(SOURCE DATA)

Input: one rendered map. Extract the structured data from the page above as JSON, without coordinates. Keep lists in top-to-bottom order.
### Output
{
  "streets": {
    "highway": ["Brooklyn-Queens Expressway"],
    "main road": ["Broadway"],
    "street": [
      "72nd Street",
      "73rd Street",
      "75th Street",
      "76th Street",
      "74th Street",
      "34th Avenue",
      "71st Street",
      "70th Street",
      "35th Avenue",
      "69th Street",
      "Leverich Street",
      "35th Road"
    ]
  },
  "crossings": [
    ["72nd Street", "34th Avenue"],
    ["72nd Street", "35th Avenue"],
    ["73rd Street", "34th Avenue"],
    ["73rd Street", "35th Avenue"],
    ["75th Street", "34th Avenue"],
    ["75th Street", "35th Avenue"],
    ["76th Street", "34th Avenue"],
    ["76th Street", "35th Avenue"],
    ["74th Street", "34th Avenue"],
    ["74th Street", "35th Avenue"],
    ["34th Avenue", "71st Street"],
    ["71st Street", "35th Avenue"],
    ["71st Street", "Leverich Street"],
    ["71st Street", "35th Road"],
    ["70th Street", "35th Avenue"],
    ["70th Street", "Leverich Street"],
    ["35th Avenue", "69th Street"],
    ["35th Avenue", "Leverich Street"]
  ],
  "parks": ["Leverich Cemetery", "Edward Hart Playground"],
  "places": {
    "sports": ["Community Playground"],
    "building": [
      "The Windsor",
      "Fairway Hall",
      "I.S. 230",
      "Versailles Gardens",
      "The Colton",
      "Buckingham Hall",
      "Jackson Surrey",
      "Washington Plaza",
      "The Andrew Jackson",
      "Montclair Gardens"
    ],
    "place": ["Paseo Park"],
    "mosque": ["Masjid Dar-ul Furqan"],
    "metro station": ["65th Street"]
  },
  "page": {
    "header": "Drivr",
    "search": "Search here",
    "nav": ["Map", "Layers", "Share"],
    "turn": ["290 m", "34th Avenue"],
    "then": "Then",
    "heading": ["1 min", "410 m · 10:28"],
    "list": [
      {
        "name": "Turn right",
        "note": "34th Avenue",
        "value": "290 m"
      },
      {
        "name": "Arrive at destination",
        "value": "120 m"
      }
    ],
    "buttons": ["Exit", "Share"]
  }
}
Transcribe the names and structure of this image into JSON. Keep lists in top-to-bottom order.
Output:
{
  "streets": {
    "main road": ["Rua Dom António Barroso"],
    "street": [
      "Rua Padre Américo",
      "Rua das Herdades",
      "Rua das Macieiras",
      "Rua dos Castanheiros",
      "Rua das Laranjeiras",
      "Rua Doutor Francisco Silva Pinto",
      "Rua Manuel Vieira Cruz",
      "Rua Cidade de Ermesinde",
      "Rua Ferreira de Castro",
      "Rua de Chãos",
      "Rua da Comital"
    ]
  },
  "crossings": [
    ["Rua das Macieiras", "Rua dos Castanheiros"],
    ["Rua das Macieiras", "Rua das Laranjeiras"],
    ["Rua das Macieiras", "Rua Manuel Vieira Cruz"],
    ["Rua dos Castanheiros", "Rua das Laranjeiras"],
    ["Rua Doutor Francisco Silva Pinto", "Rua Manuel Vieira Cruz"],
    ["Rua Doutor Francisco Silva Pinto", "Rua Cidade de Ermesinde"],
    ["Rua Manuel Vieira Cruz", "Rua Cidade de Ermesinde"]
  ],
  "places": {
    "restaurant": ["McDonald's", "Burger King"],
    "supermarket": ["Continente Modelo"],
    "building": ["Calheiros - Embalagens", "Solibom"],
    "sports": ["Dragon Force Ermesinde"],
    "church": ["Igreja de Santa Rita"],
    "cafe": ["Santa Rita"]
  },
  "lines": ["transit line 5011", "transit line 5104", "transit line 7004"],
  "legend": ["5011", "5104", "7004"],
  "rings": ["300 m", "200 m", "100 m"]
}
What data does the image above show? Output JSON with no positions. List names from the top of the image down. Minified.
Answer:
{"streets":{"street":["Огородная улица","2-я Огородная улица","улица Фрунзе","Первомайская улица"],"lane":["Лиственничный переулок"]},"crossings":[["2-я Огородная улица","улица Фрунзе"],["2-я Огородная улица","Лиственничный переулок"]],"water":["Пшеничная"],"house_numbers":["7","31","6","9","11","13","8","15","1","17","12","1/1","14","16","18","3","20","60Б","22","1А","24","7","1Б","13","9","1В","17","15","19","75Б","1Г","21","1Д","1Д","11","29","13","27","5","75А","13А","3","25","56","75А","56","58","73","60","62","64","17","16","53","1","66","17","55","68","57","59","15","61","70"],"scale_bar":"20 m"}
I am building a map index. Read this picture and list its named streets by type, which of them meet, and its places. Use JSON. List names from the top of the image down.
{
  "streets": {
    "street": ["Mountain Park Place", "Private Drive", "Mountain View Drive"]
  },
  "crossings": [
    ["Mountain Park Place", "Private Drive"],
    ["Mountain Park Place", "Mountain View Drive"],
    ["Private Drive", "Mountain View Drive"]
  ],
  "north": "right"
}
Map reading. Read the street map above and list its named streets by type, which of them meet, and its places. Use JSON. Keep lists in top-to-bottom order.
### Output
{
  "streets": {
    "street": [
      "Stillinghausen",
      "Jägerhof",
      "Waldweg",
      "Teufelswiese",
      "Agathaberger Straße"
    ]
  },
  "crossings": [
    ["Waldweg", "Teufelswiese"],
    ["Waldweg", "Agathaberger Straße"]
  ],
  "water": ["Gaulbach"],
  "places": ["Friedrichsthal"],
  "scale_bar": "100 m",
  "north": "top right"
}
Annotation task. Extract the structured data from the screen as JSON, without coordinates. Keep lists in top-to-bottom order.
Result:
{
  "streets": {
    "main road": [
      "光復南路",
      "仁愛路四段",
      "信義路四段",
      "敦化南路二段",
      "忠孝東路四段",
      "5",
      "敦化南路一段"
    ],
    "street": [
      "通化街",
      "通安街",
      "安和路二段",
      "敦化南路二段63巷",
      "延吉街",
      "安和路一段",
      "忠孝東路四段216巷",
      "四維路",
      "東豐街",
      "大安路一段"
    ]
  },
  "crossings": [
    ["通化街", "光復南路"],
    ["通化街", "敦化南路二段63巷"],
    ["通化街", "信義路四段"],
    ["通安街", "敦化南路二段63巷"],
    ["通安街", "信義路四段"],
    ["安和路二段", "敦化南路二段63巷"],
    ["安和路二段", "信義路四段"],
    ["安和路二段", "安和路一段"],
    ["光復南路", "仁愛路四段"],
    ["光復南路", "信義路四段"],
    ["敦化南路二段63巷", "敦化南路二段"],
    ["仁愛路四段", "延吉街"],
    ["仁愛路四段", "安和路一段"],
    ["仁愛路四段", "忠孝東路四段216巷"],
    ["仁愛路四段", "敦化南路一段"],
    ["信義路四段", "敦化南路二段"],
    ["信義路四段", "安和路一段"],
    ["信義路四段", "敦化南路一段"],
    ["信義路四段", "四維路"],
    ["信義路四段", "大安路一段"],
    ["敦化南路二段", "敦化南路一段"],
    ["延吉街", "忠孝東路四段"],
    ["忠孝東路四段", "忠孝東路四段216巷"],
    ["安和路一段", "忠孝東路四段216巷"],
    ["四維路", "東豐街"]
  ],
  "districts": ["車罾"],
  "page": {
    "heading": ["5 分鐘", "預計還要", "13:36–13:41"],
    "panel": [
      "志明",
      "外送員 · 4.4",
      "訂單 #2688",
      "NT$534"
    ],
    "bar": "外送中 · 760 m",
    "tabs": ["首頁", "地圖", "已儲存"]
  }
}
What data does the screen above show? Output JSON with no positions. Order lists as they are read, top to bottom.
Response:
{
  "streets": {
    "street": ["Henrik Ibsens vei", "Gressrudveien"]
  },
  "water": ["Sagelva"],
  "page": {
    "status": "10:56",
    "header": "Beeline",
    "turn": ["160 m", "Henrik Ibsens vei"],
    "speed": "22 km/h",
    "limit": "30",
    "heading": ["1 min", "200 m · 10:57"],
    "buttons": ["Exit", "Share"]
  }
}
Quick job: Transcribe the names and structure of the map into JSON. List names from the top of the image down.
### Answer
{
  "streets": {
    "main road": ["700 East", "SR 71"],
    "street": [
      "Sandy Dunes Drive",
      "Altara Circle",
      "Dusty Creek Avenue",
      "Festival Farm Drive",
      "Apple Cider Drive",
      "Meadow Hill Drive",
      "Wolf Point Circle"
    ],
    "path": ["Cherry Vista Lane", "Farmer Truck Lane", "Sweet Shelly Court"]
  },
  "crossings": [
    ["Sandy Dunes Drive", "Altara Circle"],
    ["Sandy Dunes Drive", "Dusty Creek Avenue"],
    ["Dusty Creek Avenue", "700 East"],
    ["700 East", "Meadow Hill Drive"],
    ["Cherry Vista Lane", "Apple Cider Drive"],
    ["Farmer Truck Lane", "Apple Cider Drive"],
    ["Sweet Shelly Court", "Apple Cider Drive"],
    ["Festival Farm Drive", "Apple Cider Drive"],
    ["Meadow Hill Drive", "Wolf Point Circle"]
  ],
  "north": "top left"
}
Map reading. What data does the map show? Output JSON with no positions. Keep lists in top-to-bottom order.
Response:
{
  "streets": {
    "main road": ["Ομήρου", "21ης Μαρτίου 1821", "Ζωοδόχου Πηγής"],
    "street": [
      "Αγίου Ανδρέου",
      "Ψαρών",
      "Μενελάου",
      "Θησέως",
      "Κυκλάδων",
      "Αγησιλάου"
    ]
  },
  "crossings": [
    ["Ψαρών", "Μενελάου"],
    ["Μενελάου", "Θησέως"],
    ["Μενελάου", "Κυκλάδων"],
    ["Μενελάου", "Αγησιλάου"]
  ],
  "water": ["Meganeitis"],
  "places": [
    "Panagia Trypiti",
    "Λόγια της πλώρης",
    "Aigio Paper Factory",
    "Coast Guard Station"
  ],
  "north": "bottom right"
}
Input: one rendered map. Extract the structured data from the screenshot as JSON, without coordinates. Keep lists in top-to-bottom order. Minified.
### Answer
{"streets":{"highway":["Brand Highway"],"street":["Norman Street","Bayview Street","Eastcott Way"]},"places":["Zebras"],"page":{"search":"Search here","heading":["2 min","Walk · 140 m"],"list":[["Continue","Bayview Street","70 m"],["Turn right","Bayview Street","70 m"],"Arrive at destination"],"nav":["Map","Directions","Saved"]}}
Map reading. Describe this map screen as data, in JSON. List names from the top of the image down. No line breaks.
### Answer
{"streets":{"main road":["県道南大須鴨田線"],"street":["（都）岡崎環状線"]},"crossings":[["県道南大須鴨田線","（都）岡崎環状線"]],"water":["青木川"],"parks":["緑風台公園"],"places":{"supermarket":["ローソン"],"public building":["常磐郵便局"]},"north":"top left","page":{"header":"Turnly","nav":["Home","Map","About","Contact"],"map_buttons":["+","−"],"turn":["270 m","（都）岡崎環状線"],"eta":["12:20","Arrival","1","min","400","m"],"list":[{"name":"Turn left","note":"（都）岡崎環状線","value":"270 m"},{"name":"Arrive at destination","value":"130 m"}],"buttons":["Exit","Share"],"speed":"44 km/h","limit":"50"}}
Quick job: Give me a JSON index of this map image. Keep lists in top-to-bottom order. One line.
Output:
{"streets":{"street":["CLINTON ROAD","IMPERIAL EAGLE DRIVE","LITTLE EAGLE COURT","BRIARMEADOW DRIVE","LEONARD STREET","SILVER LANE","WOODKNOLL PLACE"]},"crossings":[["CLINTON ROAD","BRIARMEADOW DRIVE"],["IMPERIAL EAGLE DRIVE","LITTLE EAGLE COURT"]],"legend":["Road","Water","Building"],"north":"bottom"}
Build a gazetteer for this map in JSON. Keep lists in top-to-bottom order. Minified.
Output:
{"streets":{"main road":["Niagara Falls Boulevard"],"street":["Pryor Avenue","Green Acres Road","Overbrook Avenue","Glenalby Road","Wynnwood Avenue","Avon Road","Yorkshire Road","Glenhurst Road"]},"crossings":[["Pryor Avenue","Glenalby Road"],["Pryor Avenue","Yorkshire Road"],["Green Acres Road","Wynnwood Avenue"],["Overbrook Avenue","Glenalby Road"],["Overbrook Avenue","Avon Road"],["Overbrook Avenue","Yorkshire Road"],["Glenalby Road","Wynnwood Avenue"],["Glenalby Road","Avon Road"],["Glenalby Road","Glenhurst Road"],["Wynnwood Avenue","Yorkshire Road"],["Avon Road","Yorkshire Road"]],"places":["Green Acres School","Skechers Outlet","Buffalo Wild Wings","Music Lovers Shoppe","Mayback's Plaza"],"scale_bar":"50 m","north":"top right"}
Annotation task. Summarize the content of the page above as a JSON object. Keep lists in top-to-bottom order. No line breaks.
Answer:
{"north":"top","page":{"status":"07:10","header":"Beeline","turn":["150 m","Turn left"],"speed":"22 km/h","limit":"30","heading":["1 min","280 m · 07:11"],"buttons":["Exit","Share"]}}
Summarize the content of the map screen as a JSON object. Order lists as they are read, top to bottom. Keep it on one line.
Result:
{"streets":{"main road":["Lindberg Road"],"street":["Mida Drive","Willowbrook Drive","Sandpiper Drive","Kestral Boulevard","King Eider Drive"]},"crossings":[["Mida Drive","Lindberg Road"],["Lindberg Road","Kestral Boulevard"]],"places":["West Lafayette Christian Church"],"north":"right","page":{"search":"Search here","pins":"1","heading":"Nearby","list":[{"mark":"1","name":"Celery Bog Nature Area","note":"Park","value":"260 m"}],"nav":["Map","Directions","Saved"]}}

(End SOURCE DATA)

REQUIRED WORK
Copy the lines that hold the word "coordinates". Take them from the records above.

RESPONSE
Input: one rendered map. Extract the structured data from the page above as JSON, without coordinates. Keep lists in top-to-bottom order.
Annotation task. Extract the structured data from the screen as JSON, without coordinates. Keep lists in top-to-bottom order.
Input: one rendered map. Extract the structured data from the screenshot as JSON, without coordinates. Keep lists in top-to-bottom order. Minified.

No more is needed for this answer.